前日譚 参

 車が大きく揺れた。任務遂行後の身体に響いて、それがスイッチみたいに急に自分の疲れを自覚してしまった。車を運転してくれている伊地知さんが慌てて謝ってくれたけれどミラー越しに笑って私はポケットに入れていた箱の事を思い出す。

「そうだ、七海さん。これあげます」
「何ですか、これは」
「バームクーヘンです。パンダの形に切り抜けるんですよ。可愛くないですか?」
「バームクーヘンだということはパッケージを見ればわかります。私が聞いているのはそういう事ではありません。なぜ突然このようなものを渡したかという事です」

 もし私が明日死ぬなら、出来るだけ後悔は少ないほうがいいと思うから。そう言ったら七海さんは困ってしまうだろうか。私と違って疲れる様子を見せない七海さんをまじまじと見つめた。

「七海さんが好きだからですね」

 呆れた様子を見せながらもバームクーヘンの入った小さな箱を受け取った七海さんは仕方なさそうにそれを内ポケットにしまった。そこだけ明らかに突出してしまいちょっと不格好になってしまっている。

「すみません、1番小さいサイズを選んだんですけど」
「問題ありません」
「本当はハロウィンの時に渡そうかなって思ってたんですけど七海さん、トリックオアトリートなんて絶対に言ってくれないじゃないですか。私が言ってもポケットから飴かチョコ出して終わらせちゃいそうだし」
「私は飴もチョコレートも普段から持ち合わせていませんよ」
「さすがにハロウィンは持ってるかなって」
「持つわけないじゃないですか」
「そっか。じゃあ七海さん私がトリックオアトリートを言う用に用意しておいてください」

 七海さんは何も言わずに私を見た。瞳は優しかった。多分数秒。だけど私にはそれがとても長く感じて、この瞬間に感じた気持ちを何かに閉じ込められれば良いのにと願ってしまう。

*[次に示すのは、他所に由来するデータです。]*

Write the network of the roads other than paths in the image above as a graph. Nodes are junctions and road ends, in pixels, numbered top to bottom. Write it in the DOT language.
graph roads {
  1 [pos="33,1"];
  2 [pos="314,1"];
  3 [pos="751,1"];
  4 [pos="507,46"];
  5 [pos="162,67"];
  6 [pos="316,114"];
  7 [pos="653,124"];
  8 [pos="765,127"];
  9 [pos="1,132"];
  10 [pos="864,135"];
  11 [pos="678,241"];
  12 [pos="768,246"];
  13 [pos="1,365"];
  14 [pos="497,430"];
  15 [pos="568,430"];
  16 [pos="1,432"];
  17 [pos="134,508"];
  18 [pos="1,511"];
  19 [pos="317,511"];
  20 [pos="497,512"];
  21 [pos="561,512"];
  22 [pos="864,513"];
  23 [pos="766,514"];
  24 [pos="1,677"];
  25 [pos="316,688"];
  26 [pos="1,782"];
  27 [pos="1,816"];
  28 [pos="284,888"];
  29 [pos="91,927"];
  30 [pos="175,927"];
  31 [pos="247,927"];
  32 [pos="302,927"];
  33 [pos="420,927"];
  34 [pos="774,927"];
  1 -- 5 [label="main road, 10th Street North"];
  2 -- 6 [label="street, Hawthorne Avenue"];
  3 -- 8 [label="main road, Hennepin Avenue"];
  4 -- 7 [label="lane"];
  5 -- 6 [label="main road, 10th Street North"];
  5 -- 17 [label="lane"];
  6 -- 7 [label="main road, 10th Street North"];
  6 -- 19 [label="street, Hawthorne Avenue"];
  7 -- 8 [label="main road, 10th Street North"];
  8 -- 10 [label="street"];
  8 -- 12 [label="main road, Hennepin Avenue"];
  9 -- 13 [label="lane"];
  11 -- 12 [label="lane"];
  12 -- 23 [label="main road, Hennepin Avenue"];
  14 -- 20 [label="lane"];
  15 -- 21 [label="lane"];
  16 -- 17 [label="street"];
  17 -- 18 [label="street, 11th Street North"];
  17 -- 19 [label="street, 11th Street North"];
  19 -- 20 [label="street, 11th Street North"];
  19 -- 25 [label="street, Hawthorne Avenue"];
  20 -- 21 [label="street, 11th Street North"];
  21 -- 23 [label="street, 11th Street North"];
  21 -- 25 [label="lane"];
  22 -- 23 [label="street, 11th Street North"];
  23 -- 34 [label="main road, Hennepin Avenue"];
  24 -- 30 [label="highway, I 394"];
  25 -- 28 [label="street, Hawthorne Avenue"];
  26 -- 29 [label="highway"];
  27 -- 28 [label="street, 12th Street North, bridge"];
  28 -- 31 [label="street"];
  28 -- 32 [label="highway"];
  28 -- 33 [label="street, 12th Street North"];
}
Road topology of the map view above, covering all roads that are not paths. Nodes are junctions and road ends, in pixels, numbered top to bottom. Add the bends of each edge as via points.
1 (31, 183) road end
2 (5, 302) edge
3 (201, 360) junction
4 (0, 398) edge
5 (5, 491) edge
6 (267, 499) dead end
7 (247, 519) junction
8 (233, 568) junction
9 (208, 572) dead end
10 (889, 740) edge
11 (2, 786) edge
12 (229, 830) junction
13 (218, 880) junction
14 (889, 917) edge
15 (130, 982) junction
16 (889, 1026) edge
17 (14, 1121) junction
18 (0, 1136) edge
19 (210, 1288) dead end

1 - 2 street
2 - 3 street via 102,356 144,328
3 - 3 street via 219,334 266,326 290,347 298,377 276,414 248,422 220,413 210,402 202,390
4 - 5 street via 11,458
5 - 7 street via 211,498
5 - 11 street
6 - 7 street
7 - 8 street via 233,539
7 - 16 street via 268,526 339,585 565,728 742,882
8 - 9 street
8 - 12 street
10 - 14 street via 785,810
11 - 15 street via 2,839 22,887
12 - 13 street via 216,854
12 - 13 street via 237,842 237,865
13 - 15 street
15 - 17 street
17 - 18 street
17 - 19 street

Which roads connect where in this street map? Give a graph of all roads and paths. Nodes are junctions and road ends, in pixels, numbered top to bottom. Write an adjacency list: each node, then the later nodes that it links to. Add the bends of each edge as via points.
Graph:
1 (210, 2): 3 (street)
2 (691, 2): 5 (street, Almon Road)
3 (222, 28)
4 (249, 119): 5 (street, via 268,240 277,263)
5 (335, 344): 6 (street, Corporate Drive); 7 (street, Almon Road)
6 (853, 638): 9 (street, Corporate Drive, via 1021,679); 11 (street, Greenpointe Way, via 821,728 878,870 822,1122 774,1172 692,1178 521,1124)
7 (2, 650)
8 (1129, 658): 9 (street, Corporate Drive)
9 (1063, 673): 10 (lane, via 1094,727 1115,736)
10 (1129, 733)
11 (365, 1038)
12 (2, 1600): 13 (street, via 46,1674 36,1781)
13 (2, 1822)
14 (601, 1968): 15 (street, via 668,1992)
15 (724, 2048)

「好きです、七海さん。私やっぱりどうしても七海さんのこと、大好きです」

 聞き慣れてたのか伊地知さんももう私の気持ちについて何も言うことはなくなった。伝えられる限りの声と行動で七海さんに私の気持ちを届けてきたけれど果たしてどれくらい伝わっただろうか。

「知ってますよ」

 声はひどく穏やかで、凪ぐような空気に私はちょっと泣きそうになってしまった。そうですか。知ってましたか。だからといって七海さんと私が恋人同士になることはないんだろうけど、泣きたい衝動を抑えて静まる夜が明けゆくのを私はじっと見つめるだけだった。

 そして10月31日、七海健人は呪術師としてこの世を去った。